Back in Quarantine

My sister Rachel is getting married next Saturday, July 25th, and I can’t imagine not being with her on that magical day. So here I am, on my third COVID-19 quarantine. Like much of the US may be feeling (closed bars, moving “back” to Phase 1), this quarantine feels like I have taken a step backward. I am not allowed to leave “my house” except for an emergency medical reason. No walks. No runs. No grocery store trips. 

Quarantine feels different in different cities. In DC, it felt like being undercover in the center of a quiet city full of possibility. In Hammond, it felt like a country retreat. In Geneva, quarantine feels “real,” particularly after the lovely yet stern conversation I had on Monday with the Canton of Geneva representative. I had to confirm my physical address, and together we counted the days until end of quarantine (just to make sure our math was on the same page). 

I am a planner, and I had a plan for this quarantine. 

  • Live in a neutral ground AirBNB with outdoor space (The Hamlet, which is family-run, is exceeding all of my expectations) 
  • Stay on US schedule (sleep in, work late) 
  • Have socially distant meetings on the terrace with my family and Swiss colleagues 
  • Spend morning hours (before the US wakes up) on creative thinking 
  • “Do Zoom” per usual 
  • Be open to what 24/7 with my husband would teach me (different from our previous quarantines, which involved space on different floors, versus sharing 700sq ft)  
  • Eat healthy 
  • Don’t drink too much 

My plan is working, other than the creative thinking, which as has been the case throughout this pandemic, is harder than it has ever been. 

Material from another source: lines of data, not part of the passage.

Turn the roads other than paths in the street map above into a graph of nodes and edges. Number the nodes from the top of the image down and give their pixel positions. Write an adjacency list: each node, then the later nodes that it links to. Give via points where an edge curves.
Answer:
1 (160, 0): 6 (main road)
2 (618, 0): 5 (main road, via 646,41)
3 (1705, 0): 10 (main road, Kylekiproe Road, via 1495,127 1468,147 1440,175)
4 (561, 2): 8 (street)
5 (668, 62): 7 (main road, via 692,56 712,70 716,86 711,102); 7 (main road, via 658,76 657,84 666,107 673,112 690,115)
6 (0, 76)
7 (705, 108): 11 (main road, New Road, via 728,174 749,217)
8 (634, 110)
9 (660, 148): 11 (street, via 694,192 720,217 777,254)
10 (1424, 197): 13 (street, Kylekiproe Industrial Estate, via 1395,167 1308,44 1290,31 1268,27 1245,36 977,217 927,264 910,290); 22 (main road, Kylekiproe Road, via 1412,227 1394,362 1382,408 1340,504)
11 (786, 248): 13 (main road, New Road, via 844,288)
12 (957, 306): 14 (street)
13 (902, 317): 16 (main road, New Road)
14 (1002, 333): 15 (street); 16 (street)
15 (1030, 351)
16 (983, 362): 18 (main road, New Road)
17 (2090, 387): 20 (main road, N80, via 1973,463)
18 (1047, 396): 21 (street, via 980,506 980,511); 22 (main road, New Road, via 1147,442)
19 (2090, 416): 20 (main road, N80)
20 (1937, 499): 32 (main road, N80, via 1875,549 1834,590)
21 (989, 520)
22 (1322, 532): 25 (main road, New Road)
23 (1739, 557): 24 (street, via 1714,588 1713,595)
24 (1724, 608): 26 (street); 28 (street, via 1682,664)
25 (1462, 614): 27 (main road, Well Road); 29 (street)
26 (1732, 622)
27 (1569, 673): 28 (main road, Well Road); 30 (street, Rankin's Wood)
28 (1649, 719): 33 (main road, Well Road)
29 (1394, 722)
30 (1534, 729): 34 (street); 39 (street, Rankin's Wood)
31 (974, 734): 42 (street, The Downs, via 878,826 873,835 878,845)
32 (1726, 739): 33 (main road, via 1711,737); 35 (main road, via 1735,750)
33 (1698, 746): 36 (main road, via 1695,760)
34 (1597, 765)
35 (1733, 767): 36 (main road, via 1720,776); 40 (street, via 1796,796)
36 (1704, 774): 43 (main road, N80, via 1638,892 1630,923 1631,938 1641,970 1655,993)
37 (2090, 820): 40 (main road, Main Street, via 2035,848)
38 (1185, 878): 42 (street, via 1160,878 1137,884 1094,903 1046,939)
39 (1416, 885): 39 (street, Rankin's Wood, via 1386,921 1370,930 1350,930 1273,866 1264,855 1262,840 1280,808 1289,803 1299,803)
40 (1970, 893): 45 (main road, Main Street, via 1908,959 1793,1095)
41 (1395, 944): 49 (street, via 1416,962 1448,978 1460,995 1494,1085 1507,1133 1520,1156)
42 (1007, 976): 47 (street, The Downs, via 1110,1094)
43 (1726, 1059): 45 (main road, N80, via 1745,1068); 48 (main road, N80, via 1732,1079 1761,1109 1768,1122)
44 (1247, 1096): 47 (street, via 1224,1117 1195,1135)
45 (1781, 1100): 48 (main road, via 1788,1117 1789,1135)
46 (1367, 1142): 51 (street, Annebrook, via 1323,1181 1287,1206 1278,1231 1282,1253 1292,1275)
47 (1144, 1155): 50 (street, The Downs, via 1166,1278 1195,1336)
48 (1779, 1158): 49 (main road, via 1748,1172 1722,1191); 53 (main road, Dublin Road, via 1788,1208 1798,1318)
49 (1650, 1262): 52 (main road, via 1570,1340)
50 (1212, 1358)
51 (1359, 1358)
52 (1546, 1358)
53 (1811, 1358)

I have also already learned a few things that I did not expect. 

  • I love being in Geneva “in my house.” I know this is not my house, and, I am not in a hotel and not at any other person’s home. This has never before happened in my life, and it is quite lovely.  
  • Birds help me stay sane. I feel like I am living in a tree house, with the wall to wall windows open (thank you Geneva July weather) and a constant chirping concerto, allegro at dawn, adagio at dusk. 
  • I think about leaving “the house” more than I would if I were not prohibited from doing it. (I guess like a child thinks about doing the things her parents have told her are forbidden). 
  • Smood is the most dangerous food delivery app I have come across. I can order McDonald’s (which I will not). I can order Lake Geneva perch and steak tartare from the neighborhood restaurant (which I have). There is an unlimited wine selection. And groceries from Migros are available. 

This time in Geneva brings home what I love. Not seeing my family for seven months was painful (it felt like losing part of myself). Home is laughing with my sisters and hugging my Mom (who is immune to COVID-19).

 

Lockdown Numbers

I love numbers. And putting these numbers down on paper was an interesting exercise… 

Number of days sheltering in place (technically in two places): 83

Number of days without airplane travel: 88

Number of scheduled trips cancelled: 14

Number of road trips back and forth between Louisiana and DC: 3 

Number of days since last Alchimie client visit: 87

Number of Zoom meetings: too many to count 

Number of virtual book clubs: 2 

Number of books read: 5 

Number of email newsletters unsubscribed from: 19 

Number of kittens adopted: 2

Number of pounds gained: 0 

Number of Botox appointments: 0 

Number of consecutive days and nights with my husband: 88

*Inspired by my very smart friend Marc Ross!

COVID-19 Coping Strategy: Baby Animals

Over the last two weeks, my family of 3 (myself, Edwin, and Chloe the cat) has grown significantly. By 6, actually. Since driving from cosmopolitan Washington, DC to lovely Hammond, Louisiana for a change of scenery during quarantine (a luxury in itself!), I have adopted four chicks and two kittens – and I must admit this has been my best quarantine coping strategy yet. 

These baby animals have reminded me to: 

Find magic in every day. One day the chicks don’t have feathers, the next they do. One day the kittens don’t know how to lap milk from a plate, the next they do. Every day brings a new development, a small miracle. 

Put my phone down and focus. Petting the kittens while scrolling through my Instagram feed leads to paws swatting my (apparently very offensive) screen. No multitasking allowed!  

Prioritize the needs of someone else ahead of mine. I like to think I often put my husband’s needs ahead of mine – but he really isn’t needy, so that doesn’t count. Defenseless baby animals however depend on others to feed them, shelter them, play with them, cuddle them, clean up after them. It feels so good to be needed. It feels so good to feel useful. 

Connect with Earth. There is something incredibly peaceful and soothing that comes from connecting with life, with Earth. Always, but in particular in these times during which live human connection is limited.